Inhalt:
Um die Ehre des Shogun zu retten und das Land vor großem Schaden zu bewahren, gehen 13 mutige Samurai auf eine schier unmögliche Mission. Unter Führung des ehrenwerten Shinzaemon wollen sie Lord Naritsugu, den Halbbruder des Shogun, ermorden, bevor er seinen Platz im Rat einnehmen kann. Denn Naritsugu ist ein kranker Sadist, der aus purem Vergnügen foltert, verstümmelt, tötet und davon träumt, die lange Friedenszeit des japanischen Reiches endlich durch einen „amüsanten“ Krieg zu beenden.
Aber der brutale Lord umgibt sich stets mit einer zahlreichen Leibgarde. Shinzaemon arbeitet einen raffinierten Hinterhalt aus, um die Überlegenheit des Gegners zumindest zu reduzieren. Trotz sich dessen bewusst zu sein, dass sie es vielleicht nicht überleben, begeben sich die 13 Krieger auf ihre Mission...
Review:
Zunächst einmal muss man bei dem Film 13 Assassins feststellen, dass es sich um kein typisches Takashi Miike-Movie handelt. Vielmehr sehen wir hier einen gelungenen Samurai-Film der sich wohl eher an die Werke Akira Kurosawas anlehnt. Dabei handelt es sich hier nun um ein Remake des gleichnamigen Films von Eiichi Kudo aus dem Jahre 1963.

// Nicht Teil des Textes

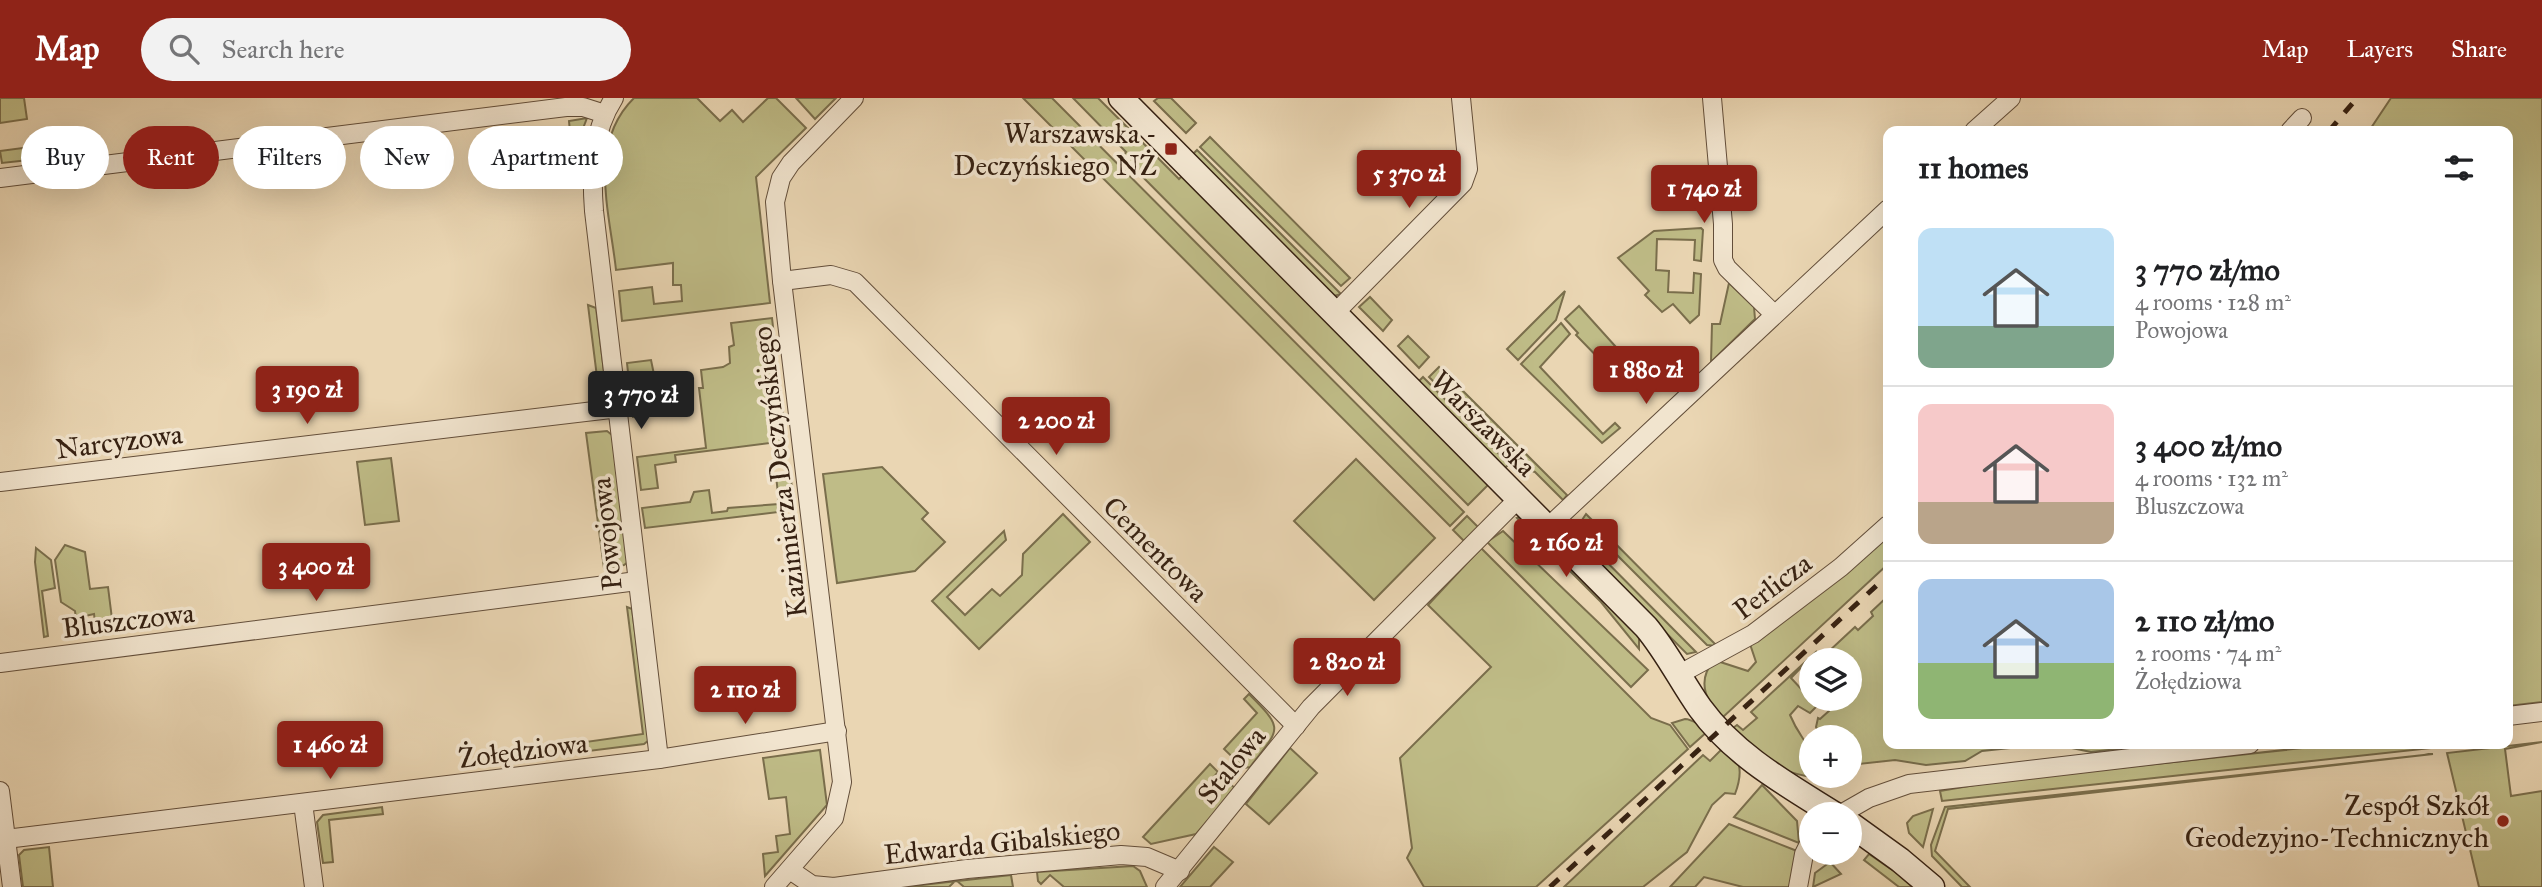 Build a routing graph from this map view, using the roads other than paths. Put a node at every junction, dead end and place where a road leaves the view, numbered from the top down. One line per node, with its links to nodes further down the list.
1 (854, 98): 10 (street, Kazimierza Deczyńskiego)
2 (1121, 98): 11 (street, Warszawska)
3 (1461, 98): 11 (street)
4 (1712, 98): 12 (street)
5 (2011, 98): 7 (street)
6 (610, 106): 8 (street); 13 (street, Powojowa)
7 (1980, 126)
8 (0, 178)
9 (1883, 214): 12 (street)
10 (782, 281): 23 (street, Cementowa); 24 (street, Kazimierza Deczyńskiego)
11 (1334, 314): 15 (street, Warszawska)
12 (1774, 314): 16 (street)
13 (619, 408): 14 (street, Narcyzowa); 18 (street, Powojowa)
14 (0, 482)
15 (1518, 499): 16 (street, Warszawska); 23 (street, Stalowa)
16 (1547, 527): 20 (street, Warszawska)
17 (1883, 529): 20 (street, Perlicza)
18 (637, 581): 19 (street, Bluszczowa); 26 (street, Powojowa)
19 (0, 663)
20 (1678, 675): 28 (street, Warszawska)
21 (2542, 712): 22 (street)
22 (2513, 715)
23 (1296, 726): 35 (street, Stalowa)
24 (837, 731): 26 (street, Żołędziowa); 34 (street, Kazimierza Deczyńskiego)
25 (2207, 749): 30 (street)
26 (659, 759): 29 (street, Żołędziowa)
27 (0, 791): 32 (street)
28 (1815, 802)
29 (303, 803): 32 (street, Żołędziowa); 37 (street)
30 (1862, 803)
31 (1862, 833): 41 (street)
32 (6, 839): 36 (street)
33 (1802, 865): 40 (street)
34 (790, 870): 35 (street, Edwarda Gibalskiego); 38 (street, Kazimierza Deczyńskiego)
35 (1180, 871): 39 (street, Stalowa)
36 (12, 887)
37 (314, 887)
38 (774, 887)
39 (1165, 887)
40 (1798, 887)
41 (1932, 887)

Die Inszenierung ist durchweg erstaunlich klassisch. Dunkle Brauntöne gemischt mit grau regieren das Bild und lange Gespräche in dunklen Holzhütten, die die Fronten klären, füllen die erste Stunde aus die immer mal wieder von Gewaltspitzen unterbrochen wird.
Der Film wirkt zu keiner Zeit billig oder trashig, sondern eher aufwendig in Szene gesetzt. Das Budget welches Takashi Miike zur Verfügung stand, immerhin 20 Millionen Dollar, war für japanische Verhältnisse schon relativ ordentlich und dies merkt man dem Film auch in fast jeder Szene an. Die erste Hälfte des Films ist eher „dialoglastig“. Aber auch hier zeigt sich schon anhand des schönen Sets und der gelungenen Regie, dass der Film ein hohes Budget zur Verfügung hatte.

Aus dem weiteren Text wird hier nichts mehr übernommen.